California natives are found of describing the four seasons as fire, mudslides, drought, and earthquake.
That, of course, is more whimsical than real, but California is an extreme state and the weather is no exception. And it does somewhat tie together. A rainy winter, causes the brush to grow thicker which means when the drought rolls around, there is more dried-out wild vegetation to burn. On the other hand, the authorities also warn that a drier winter means the underbrush will be even drier than usual, which means that the fire season will still be bad. There is no winning. When the vegetation burns away it leaves the hillsides bare, which means that when the rains return there will be massive mudslides.
Earthquakes are the outlier in all this. They can happen anytime in the year and they always exacerbate whatever widespread disaster is taking place at the time.
I think there should be another disaster season in California – the whacky-politician season. California left alone is the most beautiful state in the nation. When politicians and political activists get involved, the entire state turns into a giant refried mess.
What brings this to mind is that this is the fire season in California. The hills are burning away and the haze and ash hangs in the sky like a post-apocalyptic preview for the end-times.
Welcome to the Golden State.
As it turns out, the last week of forest fire in Northern California alone has put more pollution in the air than an entire year of automobiles and trucks state-wide. That fire, although huge and expected to burn for weeks to come, is only one of several forest fires in the state so far this year.
And that’s not the worst of it. Pollution from cars and trucks has been studied to death and even exaggerated in order to support expensive and onerous air-control regulations that add to the cost of cars, trucks, and fuel. The pollution from forest fires has not undergone the same level of scrutiny. Each different species of trees that burn put a different mix of particulate matter into the air, a mix whose health effect is little understood.
A secondary effect is how forest fires set back efforts to reduce greenhouse gas emissions, particularly carbon dioxide that is thought to be a major factor in global warming.
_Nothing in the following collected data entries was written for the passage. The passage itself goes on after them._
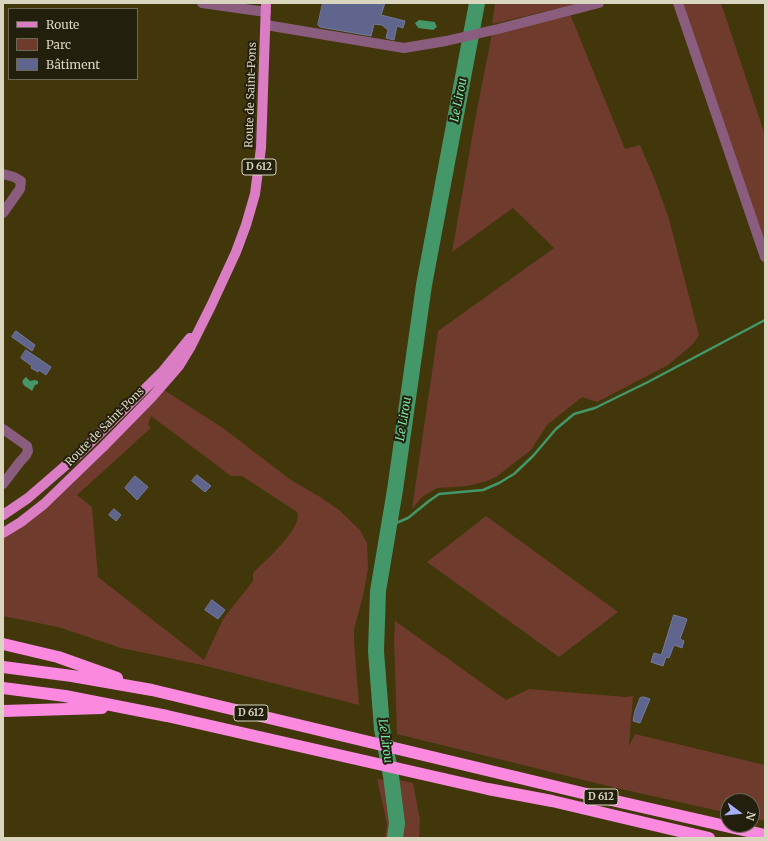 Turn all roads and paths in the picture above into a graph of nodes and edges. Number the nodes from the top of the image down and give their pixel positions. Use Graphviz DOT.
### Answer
graph roads {
  1 [pos="202,3"];
  2 [pos="599,3"];
  3 [pos="678,3"];
  4 [pos="266,8"];
  5 [pos="266,25"];
  6 [pos="3,174"];
  7 [pos="3,213"];
  8 [pos="765,258"];
  9 [pos="204,320"];
  10 [pos="3,429"];
  11 [pos="3,484"];
  12 [pos="3,515"];
  13 [pos="3,533"];
  14 [pos="3,644"];
  15 [pos="3,667"];
  16 [pos="3,688"];
  17 [pos="152,690"];
  18 [pos="3,711"];
  19 [pos="167,716"];
  20 [pos="765,835"];
  21 [pos="709,838"];
  1 -- 4 [label="street"];
  2 -- 5 [label="street"];
  3 -- 8 [label="street"];
  4 -- 5 [label="main road, Route de Saint-Pons / D 612"];
  5 -- 9 [label="main road, Route de Saint-Pons / D 612"];
  6 -- 7 [label="street"];
  9 -- 12 [label="main road, Route de Saint-Pons / D 612"];
  9 -- 13 [label="main road, Route de Saint-Pons / D 612"];
  10 -- 11 [label="street"];
  14 -- 17 [label="highway, D 612"];
  15 -- 17 [label="highway"];
  16 -- 19 [label="highway"];
  17 -- 20 [label="highway, D 612"];
  18 -- 19 [label="highway, D 612"];
  19 -- 21 [label="highway, D 612"];
}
Living trees soak up carbon dioxide and release oxygen into the air. Burning trees release the carbon dioxide they absorbed over the years back into the air in sudden and massive amounts. No matter where you stand on global warming, California summers do appear to be getting hotter and the climate getting dryer.
But global warming is not the only reason for the increase in massive wild fires and maybe not even the primary one.
Former California Republican Assemblyman Chuck DeVore recalls forest product industry folks telling him in 2005 how difficult and expensive it was to do business in California. Over the ensuing years, the California timber industry shrank to less than half of what it formerly was.
The shortfall in timber was made up by wood imports from other countries. As the forestry industry declined, undergrowth in the forests was no longer being cleared and sick and dying trees no longer being removed. The environmental maintenance once performed by the timber companies was no longer taking place.
One result has been the intensity and frequency of fires has increased. All the burning underbrush and dead trees, which act as kindling, results in a fire that becomes so hot that it sterilizes the soil and makes it difficult for the forest to recover.
Eight months ago, the U.S. Forest Service and Cal Fire issued a joint warning that 129 million trees have died on 8.9 million acres in California because of years of drought and an infestation of bark beetles. The problem is that the Forest Service is spending so much money on fire suppression that there is less available each year for reforestation, removal of dead trees, and watershed management.
Spending more money of forestry – clearing out the undergrowth and taking out dead trees, would do more to reduce pollution than declaring war on refineries that supply the gasoline and diesel fuel we use in our cars and in the trucks that companies use to deliver the goods we need to market.
And it would create jobs. The underbrush and dead trees could be buried in a landfill, where they would decompose and eventually create methane that could at some point be drawn off and used as fuel, or they could be burned in an incinerator with scrubbers that would remove most of the pollution. Neither of those solutions is perfect, but in the real world, perfect is an ideal, not a reality.
It seems like common sense, but this is California, where common sense is not as common as one might think.